Why I Pivoted My Fundraising Strategy
When starting a business, fundraising is many entrepreneurs’ biggest need and toughest struggle. We’re all asking ourselves the same questions: How much capital do I need to get my idea off the ground? How valuable is my concept? Where should I turn for investment? Do I even have enough credit or credibility to raise outside money?
And when it comes to seeking funding to finance a dream, most entrepreneurs would agree on what constitutes the known universe of startup sources: bootstrapping, friends and family, angel investors, venture capital, contracts for services, credit card “lenders” and (but very rarely) banks.
Last year, I began working on my second startup, GoodFoot Socks -- a performance-focused men's business sock. To select the right strategy for funding our business, my partners and I determined how much capital we needed to launch and also considered how much we could afford to contribute. Naturally, those decisions aren’t easy. One of us has three kids, the other just bought a condo, and I’m a recent graduate just trying to eek by in the real world. In the end, we scraped together just enough for the website, marketing, and the first production run. Since it’s not a hugely capital-intensive business, we decided we could bootstrap it and avoid the risks and loss of some control that come with outside money.
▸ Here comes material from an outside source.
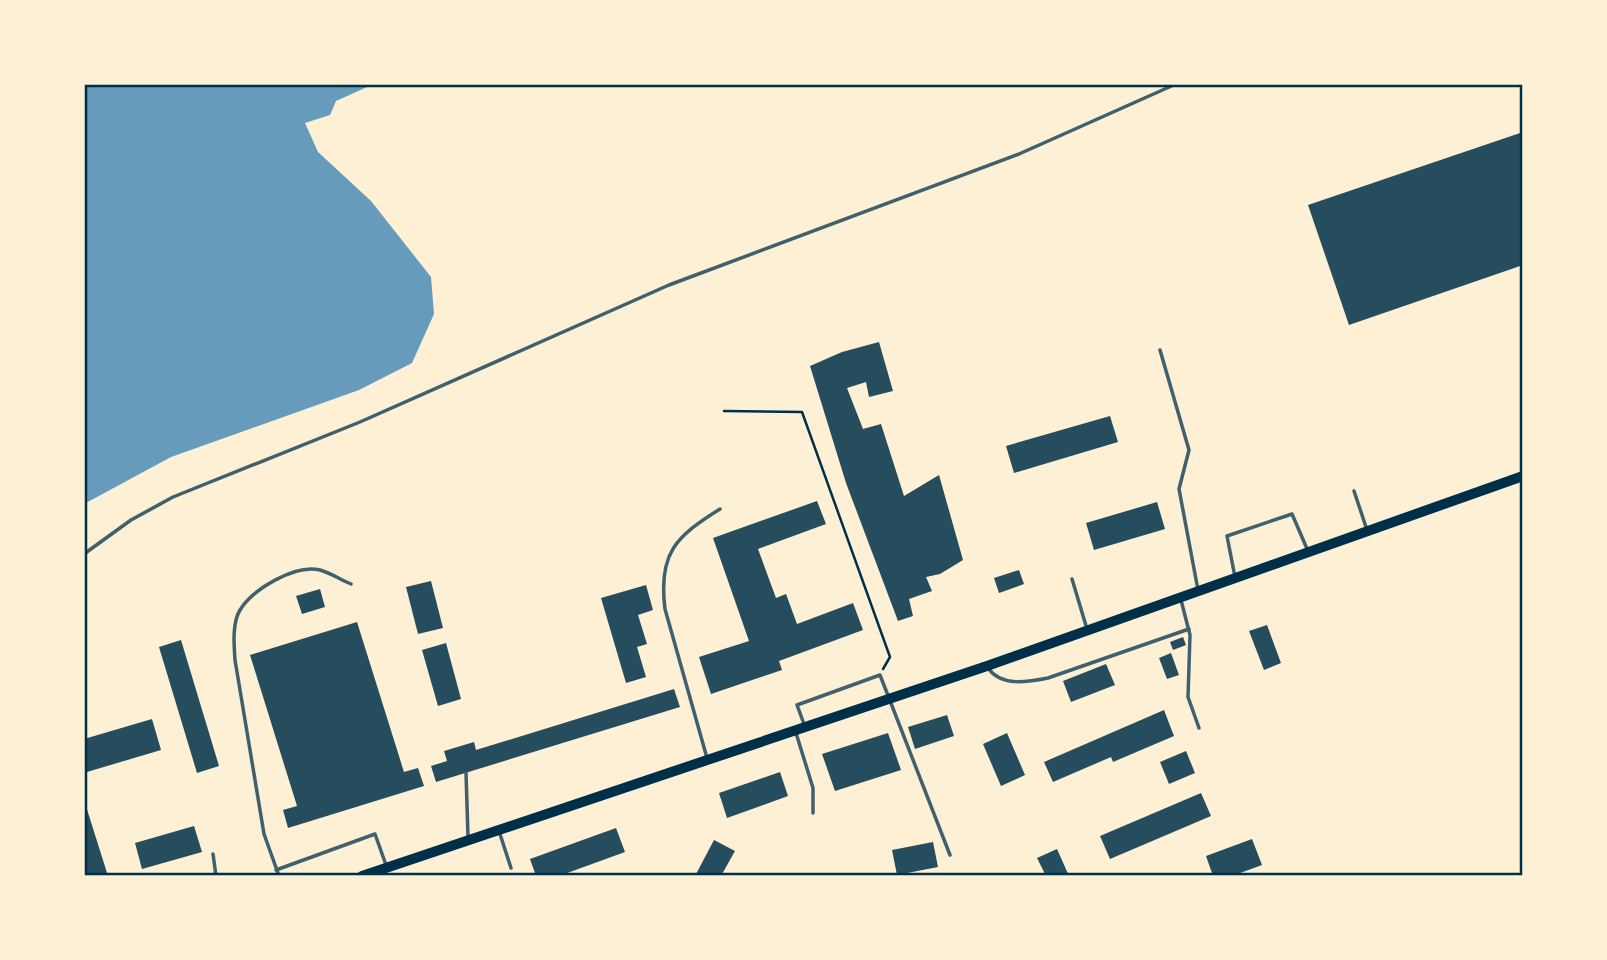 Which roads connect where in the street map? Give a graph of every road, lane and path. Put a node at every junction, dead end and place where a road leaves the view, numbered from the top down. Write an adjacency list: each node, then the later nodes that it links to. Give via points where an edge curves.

After a few months of developing the concept, the brand and the prototype, we came to a realization: Fundraising isn’t always just about the funds. After careful consideration, we decided to reinvest the limited personal capital we had committed to the business in preparing a crowdfunding video and application on Kickstarter. And it paid off. We were able to successful fund our campaign.
Here is why we chose to pivot our strategy.
Risk abatement. Business owners are people too. Startups are inherently risky, something all entrepreneurs are aware of that. But that doesn’t mean we shouldn’t protect ourselves. Some of us have mouths to feed and savings to protect. Why commit our own savings to generate a production run of a product that we think and hope will sell but that we can’t 100 percent predict will be successful?
Crowdfunding offers us the opportunity to spread that risk among a large population, thereby guaranteeing that no one will bear the brunt of the loss if we fail. Furthermore, if we did not reach our funding goal on Kickstarter, nobody loses, as the project would have never come to fruition and no money would exchange hands.
Measuring demand. Crowdfunding also allows us the opportunity to gauge the demand of our product. For a tangible good, Kickstarter is essentially a pre-sale. This is incredibly valuable in terms of knowing how much inventory to order. If we were bootstrapping, we would simply invest in the minimum order quantity for our first production run. Kickstarter will tell us exactly how many to order, preventing inventory from sitting stagnant, as well as avoiding out-of-stock items.
Validating the need in the market. A crowdfunding platform acts as a form of market research to determine whether we should move forward with our idea. Of course, we did our research prior to the campaign, and we believe that with the right branding and advertising we can be successful. Nonetheless, the crowdfunding platform was an extra layer that provided another set of data points, helped solidify our idea and provided a more a definitive answer.
In the end, while we could front the money and move forward with the production of GoodFoot socks, pivoting to a crowdfunding strategy has helped to hedge the risk and maximize the potential for success of our business.